*YOUR ASSIGNMENT*: Using the string "rows" as the key, pull each matching line out of the records below.

Extracted data entries:

* * *

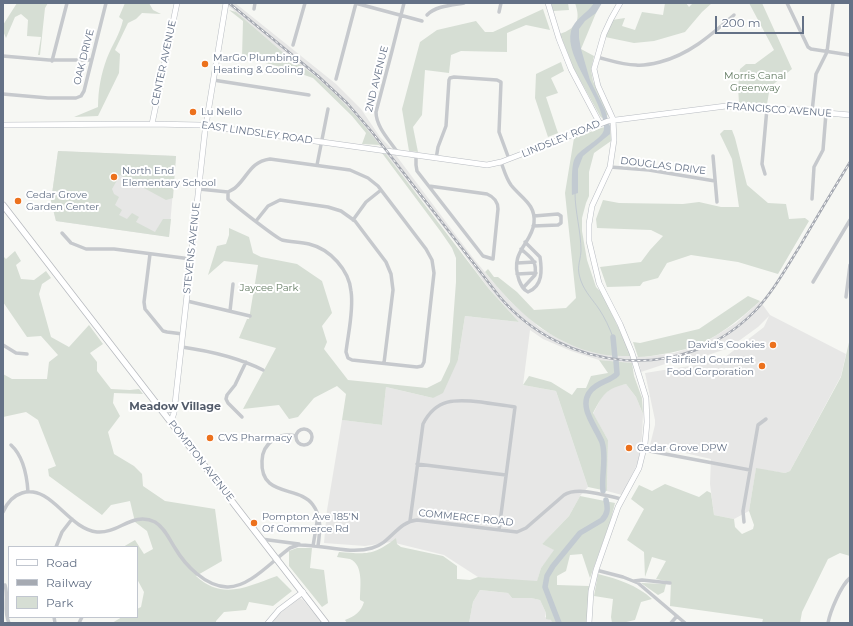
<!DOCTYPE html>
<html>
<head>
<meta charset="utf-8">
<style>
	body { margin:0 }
	#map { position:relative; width:853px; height:626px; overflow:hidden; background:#f6f7f3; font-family:Montserrat,sans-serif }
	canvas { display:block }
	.frame { position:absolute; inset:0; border:4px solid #647186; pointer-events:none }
	.legend { position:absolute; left:8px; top:546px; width:130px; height:72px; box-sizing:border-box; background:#fff; border:1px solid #c1c6cf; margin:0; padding:5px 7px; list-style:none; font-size:12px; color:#647186 }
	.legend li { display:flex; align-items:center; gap:8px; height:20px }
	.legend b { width:20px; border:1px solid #c1c6cf }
	.scale { position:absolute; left:715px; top:16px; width:89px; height:18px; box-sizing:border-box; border:2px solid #647186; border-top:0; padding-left:5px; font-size:12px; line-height:14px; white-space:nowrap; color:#647186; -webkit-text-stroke:3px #fff; paint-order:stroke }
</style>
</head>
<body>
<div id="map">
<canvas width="853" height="626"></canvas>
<div class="frame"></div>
<ul class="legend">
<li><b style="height:5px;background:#fff"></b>Road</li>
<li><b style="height:5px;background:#a6aab2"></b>Railway</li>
<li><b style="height:11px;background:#d6ded4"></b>Park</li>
</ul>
<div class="scale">200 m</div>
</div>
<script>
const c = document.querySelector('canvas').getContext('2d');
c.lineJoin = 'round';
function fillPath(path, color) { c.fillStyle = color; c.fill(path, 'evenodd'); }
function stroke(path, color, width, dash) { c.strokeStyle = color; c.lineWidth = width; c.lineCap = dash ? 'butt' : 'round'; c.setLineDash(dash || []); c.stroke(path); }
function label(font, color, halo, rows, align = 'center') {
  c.font = font + ' Montserrat,sans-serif'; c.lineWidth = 4; c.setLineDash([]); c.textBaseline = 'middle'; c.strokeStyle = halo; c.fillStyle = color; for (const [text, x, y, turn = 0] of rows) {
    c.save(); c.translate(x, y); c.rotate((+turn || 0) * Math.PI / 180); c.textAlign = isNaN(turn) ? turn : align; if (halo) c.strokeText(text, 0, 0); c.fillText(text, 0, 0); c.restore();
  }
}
fillPath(new Path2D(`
	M225,3H235L336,84L361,109L380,137L389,146L473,258L494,283L509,300L540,328L565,342L593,352L602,354L644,357L674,353L692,347L712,338L736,323L760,301L770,315L846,354L841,376L790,471L785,473L756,469L749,511L734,519L714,515L710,484L711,459L650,445L655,425V420L645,373L702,364L724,358L764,327L769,316L758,327L729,348L702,357L668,363L641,372L639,364L599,360L571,351L543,339L530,330L523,385L556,391L588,487L580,496L569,516L542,544L555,550L541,568L537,582L478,577L444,555L391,542L365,546L324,543L327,510L342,420L382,425L386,387L433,398L458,360L465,316L519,322L489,289L455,242L357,117L314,75L286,55Z
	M58,151L176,156L169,237L56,221L51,201Z
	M626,384L636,397L643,414L642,436L639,460L622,495L607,491L608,440L593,414L602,396L613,387Z
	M480,590L508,593L512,598H531L540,600L546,613L545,617L551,620L552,623H469L473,602Z
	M300,598L303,600L322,623H271L279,614Z`), '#e7e7e6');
fillPath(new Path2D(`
	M17,3H48L45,8L40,55H38L41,37L27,36L28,20L21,14L15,17L6,38L3,31V25Z
	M125,3H149L153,10L161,14L142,13L136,19L128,23L115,50L120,54L119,73L98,116L74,117L98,107C98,90 101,74 107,58C112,45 120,34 123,20L119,17Z
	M551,3H568L569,10L553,11Z
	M575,3H596V13L581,49L594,56L591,70L593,81L608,114L607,116L602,118L600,116L573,67L560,34C577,28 581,20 575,3Z
	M665,3H686L689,7L693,3H712L702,12L685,32L654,41L634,43L605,37L612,20L625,18L622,26L635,30L642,12L663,15Z
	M749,3H762L792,69L770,87L767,104L739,103L738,87L740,69L746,64H755L774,50Z
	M543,9L550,30L526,25L507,33V52L461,51L451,55L449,73L425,70L422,115L413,127L418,152L409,151L402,109L420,42L437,30L476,21L485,32H493Z
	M229,10L236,12L286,55L314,75L338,97L357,117L380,145L362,144L366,133L352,116L313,78L281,67L242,57L243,21Z
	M561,62L564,71L551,78L558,93L546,97L558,133L548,137L535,98L536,74Z
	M610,126L611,141L594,153L589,172V196L586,203L582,218V231L587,260L596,287L602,293L614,318L631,356C621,356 610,356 600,354C551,344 515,310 485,272L488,269L494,277H498L517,292L534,310L566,308L576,298L565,193L574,138L601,128Z
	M724,130H732L735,138L747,185L768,203L786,204L789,219L805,218L809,221L778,274L738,262L691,255L667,263L658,278L643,282L640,286L607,287L600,267L641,262L650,250L663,236L651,230L597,228L596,219L603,200L619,203L683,204L699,202L721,207H739L732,159L720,134Z
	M58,151L176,156L173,198L166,200L120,175L112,189L114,194L119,197L115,205L122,210L119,215L127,219L132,213L139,217L136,222L155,232L163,219H171L169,237L56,221L51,201Z
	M382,153L386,154L489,289L519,322L465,316L458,360L443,393L433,398L386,387L382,425L342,420L346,394L337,386L314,398L298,417L289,419L279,405L243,409L276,348L239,338L247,319H249L258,265L224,261L208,275L217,246L226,244L229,235V228L249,237L253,253L261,257L297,264L322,281L332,313L322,326L327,342L324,349L348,380L427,388L441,381L450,362L456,282V258L452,248L441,232Z
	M15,251L21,261L16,265L21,279L34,280L46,271L51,278L42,284L39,294L51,337L69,347L89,325L103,344L90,353L97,362V371L111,389L130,390L139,389L143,394L114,393L113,403L120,416L108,432L114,454L134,466L142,474L143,486L165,501L215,509L222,561L196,576C223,601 248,586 277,576L292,591L273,606L249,602L246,610L224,612L216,621V623H112L122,617H137V609L141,607L144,592L137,579V547H123L135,540L144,554L153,549L147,531L135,522L130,501L111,505L102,515L49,476L48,469L56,466L38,420L26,412L3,417V374L12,379H47L49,362L58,355L41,336L27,337L3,302V256L6,259Z
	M748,296L760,301C730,328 705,348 663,354C655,355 647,357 638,357L633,342L640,343L699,329Z
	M850,338V556L840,553L828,559L802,612L800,623H762L763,619L670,606L671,582L656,579L666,561L652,557L645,577L644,552L627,540L644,509L631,499L639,485L652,491L665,484L699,497L707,491L711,493L714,515L734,519L735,527L742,534L753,529L754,525L749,511L756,468L785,473L790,471L841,377Z
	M599,360L632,363L634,376L642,398L643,414L636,397L626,384C605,389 603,395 593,413L608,440L607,491L588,487L556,391L523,385L529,376L551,382L572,395L577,388H586L591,376L608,373Z
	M580,496L615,503L611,519L590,578L582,554L570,555L566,571L557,576V585L589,586L587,623H552L551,620L546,619V613L540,600L531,598H512L508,593L480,590L473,602L469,623H347L345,620C355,616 361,612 364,602L360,600C360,587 364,565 350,559C346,558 341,558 337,557L339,552C367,554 373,556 396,538L397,544L401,547L443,556L457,566V579L470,580L478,577L537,581L541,568L554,550L542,544L569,516Z
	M297,548H312L310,568L324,570L328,603L322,607L289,566V551Z
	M598,574C618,579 637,585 652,599L641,602L635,620L622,623H612L611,617L613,599L594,596Z
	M641,583L666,584L664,592L658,595Z`), '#d6ded4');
fillPath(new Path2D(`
	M594,3H602L596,13L585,21L579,29V38L581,49L590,80L605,110L610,126V134L583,156L578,169V193L572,195C572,186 571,165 575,158C580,148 605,138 604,128C604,99 564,58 571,31C574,19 588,13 594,3Z`), '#c2cad1');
stroke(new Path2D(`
	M575,193C575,212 581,231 581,251C580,264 576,267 581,281C585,292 593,300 599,309C605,318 609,327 613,337`), '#c2cad1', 1);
stroke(new Path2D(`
	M613,337L615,358
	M603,491C601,475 607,458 602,442C596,427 579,408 589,393C596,382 609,382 617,374L616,361
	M559,623L545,587L547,576L553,566L580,533L602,520C608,514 608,508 606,500`), '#c2cad1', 5.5);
const secondary = new Path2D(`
	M548,3L559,39L571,69L600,124
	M152,124L177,3
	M3,125L152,124L200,125L487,165L501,162L608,121L726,106L757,107L850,115
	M161,409L169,410L175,406
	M171,421L174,413L205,131L226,3
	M268,623L279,610L303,592
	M589,623L591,591L596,570L618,507L639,468L645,444L647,422L646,398L632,353L620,324L599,283L589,241V224L592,206L610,167L614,140L613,119L598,86L594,69L604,34L611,19L620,3`);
const primary = new Path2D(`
	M3,205L326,623`);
stroke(secondary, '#b8bcc2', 6);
stroke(primary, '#b7babf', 7);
stroke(new Path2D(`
	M355,3L422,21
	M787,3L808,47L811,49L850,55
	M254,9L255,3
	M499,12L501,3
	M427,15C435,6 452,5 464,3
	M293,45L305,3
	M3,56L49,60H91
	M597,57C609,60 623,65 636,65C644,66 652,64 660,62C690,54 711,35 734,15
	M52,61L67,3
	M336,79L356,3
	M213,80L309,95
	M3,94L48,98H76L81,96L84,91L106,3
	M812,112L816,74L827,52L833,3
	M398,153C390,141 376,127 376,112L392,51L404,3
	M416,156V165L417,171L483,256L493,259L498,209C498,201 494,197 487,194L429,186
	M713,156L717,202
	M270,159L350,170L368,178L378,186L426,249L432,260L434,273L424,362L422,366L417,367L352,360L348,358L346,352C348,334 354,310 351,291C349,270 330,249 309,244C300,242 290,242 282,240C275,237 234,205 228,199V192C230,191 234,189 236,187C249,175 250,162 270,159Z
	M436,159L438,147L446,126L449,80L450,78L454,77L497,80L501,82L499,132L509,159
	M501,162C504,170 506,178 511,185C521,198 536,204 534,223C532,244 509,251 519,280C521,285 523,290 528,292C543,286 542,270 540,257L525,242
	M317,165L328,109
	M610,167L649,170L715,181
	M765,174L762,164L767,108
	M199,189L228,192
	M812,199L814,167L823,150L826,113
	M353,220L366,202L381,190
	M256,221L268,206L280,200L328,207L341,211L355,221L386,262L391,274L393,290L384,363
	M533,226L558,225L561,223V216L558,214L534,216
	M62,233L71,243L86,249H114L191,259
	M521,249C531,258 537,260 535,275L523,288
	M150,254L144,302L145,309L163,331L167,332L183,334
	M517,263L535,262
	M517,274L536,273
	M813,282L850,220
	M846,297L850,265
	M187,301L250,316
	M230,311L233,284
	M3,345L16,353L27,354
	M182,347C210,351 237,357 263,370
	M242,417L228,403L226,399L227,395L235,385L246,362
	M296 437a8 8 0 1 1 16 0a8 8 0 1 1-16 0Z
	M296,436C288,434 280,435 273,440C266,445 262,453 262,461C260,498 299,485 313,505C322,517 320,532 318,546
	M11,445C23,456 27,476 28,492
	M644,450L750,470
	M417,464L506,475
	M3,512C7,503 12,496 22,493C51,484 68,529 97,532C118,534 133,511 155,522C165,528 169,539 175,548C185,565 205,586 227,587C249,588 273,560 290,548L298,545C321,544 349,555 372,548C391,543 397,522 417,520L517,532L526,528L564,495C578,486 607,496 622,499
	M410,521L423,424C436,398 456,399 481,402C492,404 504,405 515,407L499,530
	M744,522L743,511L758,425L766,419
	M261,539L299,544
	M313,546L318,516
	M56,547L62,532L72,519
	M596,570L623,577L638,583L685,623
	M634,581L642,580L670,583
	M5,585C9,598 3,610 9,623
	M54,617L55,623
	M79,623L82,617
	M671,623L677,616
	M828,623C830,612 841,585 850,578`), '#c6c9cd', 3.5);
stroke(secondary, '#fff', 5);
stroke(primary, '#fff', 5.5);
const rail = new Path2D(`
	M229,3L318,76L347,103L372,132L499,296C564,373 683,385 755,311C773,292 786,268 800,246C816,218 833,190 850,162`);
stroke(rail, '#a6aab2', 2.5);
stroke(rail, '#fff', 1, [3]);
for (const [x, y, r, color] of [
	[205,64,4,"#ec711d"],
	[193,112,4,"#ec711d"],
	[114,177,4,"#ec711d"],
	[18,201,4,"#ec711d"],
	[773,345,4,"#ec711d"],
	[762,366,4,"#ec711d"],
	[210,438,4,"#ec711d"],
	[629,448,4,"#ec711d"],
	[254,523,4,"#ec711d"]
]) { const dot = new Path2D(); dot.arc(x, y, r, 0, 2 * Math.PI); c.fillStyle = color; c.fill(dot); stroke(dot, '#fff', 1.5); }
label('10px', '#647186', '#fff', [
	["OAK DRIVE",84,57,-76],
	["CENTER AVENUE",164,63,-78],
	["2ND AVENUE",377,79,-76],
	["FRANCISCO AVENUE",779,110,4],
	["EAST LINDSLEY ROAD",257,133,8],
	["LINDSLEY ROAD",561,139,-22],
	["DOUGLAS DRIVE",663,166,7],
	["STEVENS AVENUE",192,248,-84],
	["POMPTON AVENUE",201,461,52],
	["COMMERCE ROAD",466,518,6]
]);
label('10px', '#647186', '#fff', [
	["MarGo Plumbing",213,58],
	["Heating & Cooling",213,70],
	["Lu Nello",201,112],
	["North End",122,171],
	["Elementary School",122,183],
	["Cedar Grove",26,195],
	["Garden Center",26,207],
	["David's Cookies",765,345,"right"],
	["Fairfield Gourmet",754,360,"right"],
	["Food Corporation",754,372,"right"],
	["CVS Pharmacy",218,438],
	["Cedar Grove DPW",637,448],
	["Pompton Ave 185'N",262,517],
	["Of Commerce Rd",262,529]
], 'left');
label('10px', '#647c63', '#fff', [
	["Morris Canal",755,76],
	["Greenway",755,88],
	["Jaycee Park",269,288]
]);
label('bold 11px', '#525b6a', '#fff', [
	["Meadow Village",175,407]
]);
</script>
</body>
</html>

* * *

*RESPONSE BELOW*:
function label(font, color, halo, rows, align = 'center') {
  c.font = font + ' Montserrat,sans-serif'; c.lineWidth = 4; c.setLineDash([]); c.textBaseline = 'middle'; c.strokeStyle = halo; c.fillStyle = color; for (const [text, x, y, turn = 0] of rows) {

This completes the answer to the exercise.